■ **PROMPT**: Across the entries that follow, tally every line holding the word "LAURIE" and reply with the count alone.

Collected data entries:
- Opening Delimiter -

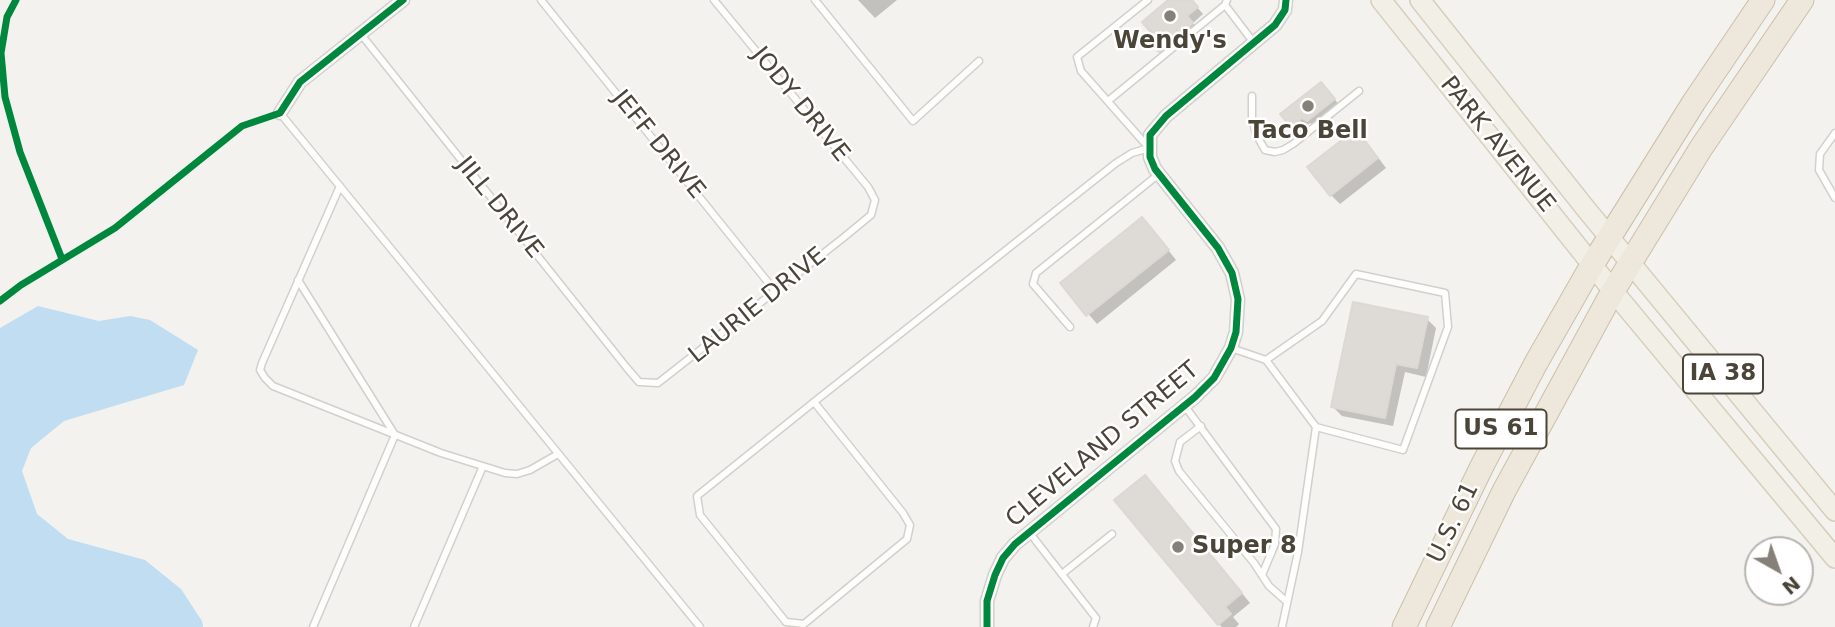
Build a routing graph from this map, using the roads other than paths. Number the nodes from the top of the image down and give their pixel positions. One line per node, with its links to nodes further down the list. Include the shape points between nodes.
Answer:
1 (403, 0): 12 (street)
2 (541, 0): 30 (lane, JEFF DRIVE)
3 (715, 0): 24 (lane, JODY DRIVE, via 868,187 875,200)
4 (815, 0): 14 (lane, via 913,121)
5 (1148, 0): 17 (lane, via 1077,57 1081,71)
6 (1286, 0): 13 (street, via 1275,25)
7 (1381, 0): 27 (main road, PARK AVENUE)
8 (1420, 0): 25 (main road, PARK AVENUE)
9 (1763, 0): 25 (highway, US 61)
10 (1802, 0): 26 (highway, US 61)
11 (1226, 3): 13 (lane); 17 (lane)
12 (360, 33): 18 (street, via 300,82); 34 (lane, JILL DRIVE)
13 (1254, 43): 20 (street, via 1166,116 1150,135)
14 (979, 61)
15 (1359, 91): 16 (lane, via 1293,144 1275,152 1265,150 1256,134)
16 (1252, 96)
17 (1108, 101): 20 (lane)
18 (280, 113): 22 (lane)
19 (1835, 133): 23 (lane, via 1821,153 1819,170)
20 (1149, 148): 21 (street, CLEVELAND STREET); 35 (lane, via 1116,163)
21 (1159, 174): 31 (lane, via 1036,273 1033,284); 32 (street, CLEVELAND STREET, via 1218,248 1231,273 1238,299)
22 (340, 186): 28 (lane); 40 (lane)
23 (1835, 198)
24 (871, 215): 30 (lane, LAURIE DRIVE)
25 (1609, 237): 26 (main road, IA 38); 27 (highway, U.S. 61 / US 61)
26 (1631, 261): 29 (highway, US 61); 42 (main road, IA 38)
27 (1592, 264): 29 (main road, PARK AVENUE); 55 (highway, U.S. 61 / US 61, via 1482,466)
28 (298, 280): 39 (lane); 39 (lane, via 261,363 265,378 273,386)
29 (1613, 290): 45 (main road, IA 38); 56 (highway, U.S. 61 / US 61, via 1510,480)
30 (775, 291): 34 (lane, LAURIE DRIVE, via 667,379)
31 (1070, 327)
32 (1231, 348): 33 (lane); 36 (street, CLEVELAND STREET, via 1214,379)
33 (1265, 360): 38 (lane); 38 (lane, via 1322,321 1356,274 1445,293 1448,327 1403,450)
34 (639, 382)
35 (814, 402): 35 (lane, via 910,525 907,540 804,624 786,622 701,514 697,496)
36 (1184, 405): 37 (lane); 43 (street, CLEVELAND STREET)
37 (1201, 426): 47 (lane, via 1276,529); 47 (lane, via 1181,442 1175,461 1179,471)
38 (1316, 428): 48 (lane)
39 (395, 435): 41 (lane); 49 (lane)
40 (558, 454): 41 (lane, via 517,474); 51 (lane)
41 (483, 466): 50 (lane)
42 (1835, 511)
43 (1029, 532): 46 (lane); 52 (street, CLEVELAND STREET, via 1003,558 995,575 987,601)
44 (1112, 534): 46 (lane)
45 (1835, 558)
46 (1062, 574): 53 (lane, via 1096,618)
47 (1262, 575): 48 (lane)
48 (1287, 602): 54 (lane)
49 (313, 627)
50 (414, 627)
51 (700, 627)
52 (987, 627)
53 (1093, 627)
54 (1282, 627)
55 (1404, 627)
56 (1438, 627)

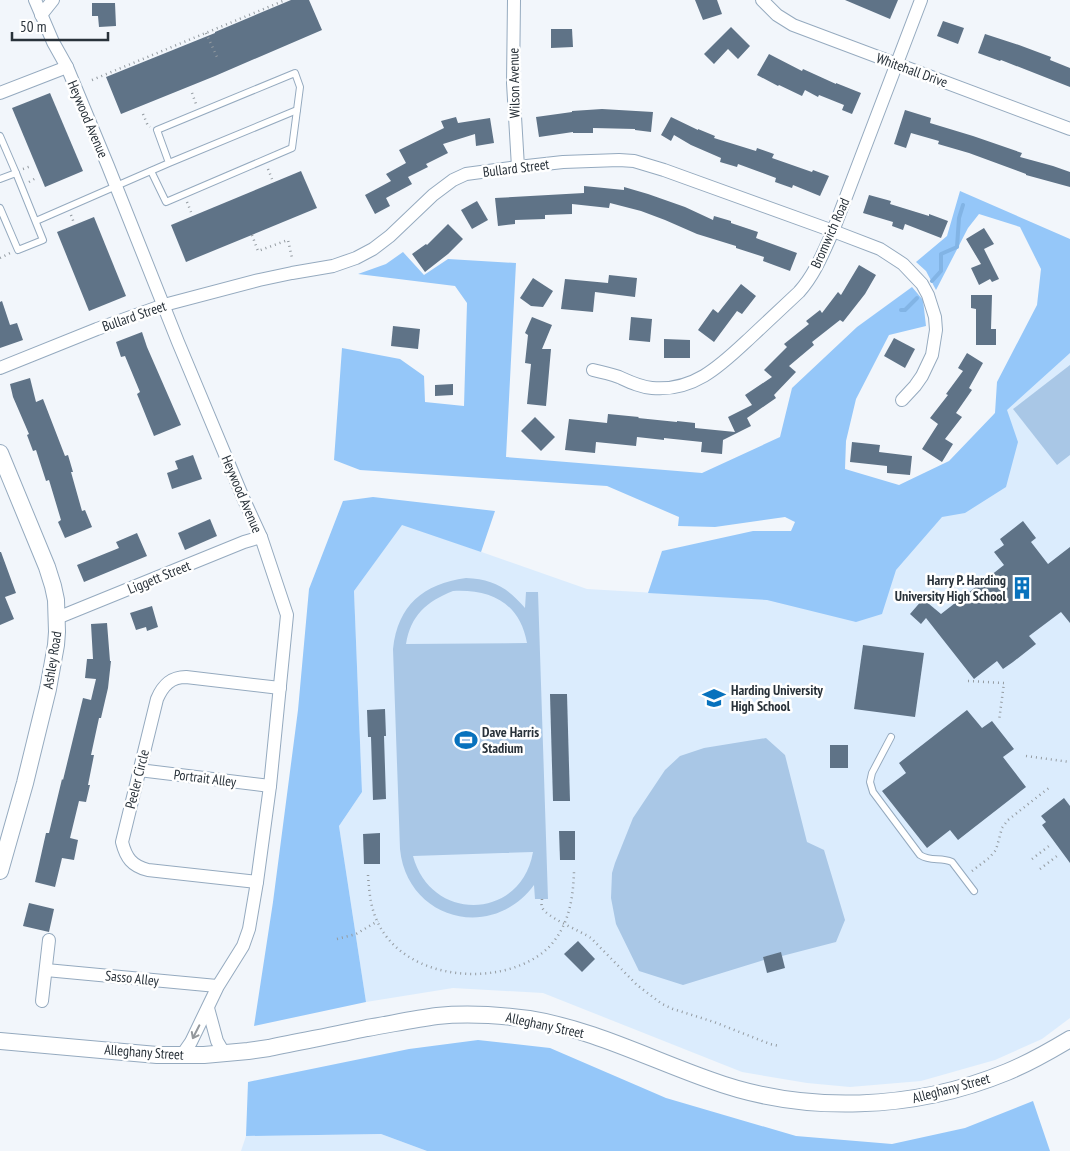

- Closing Delimiter -

■ **OUTPUT OF THE EXERCISE**: 2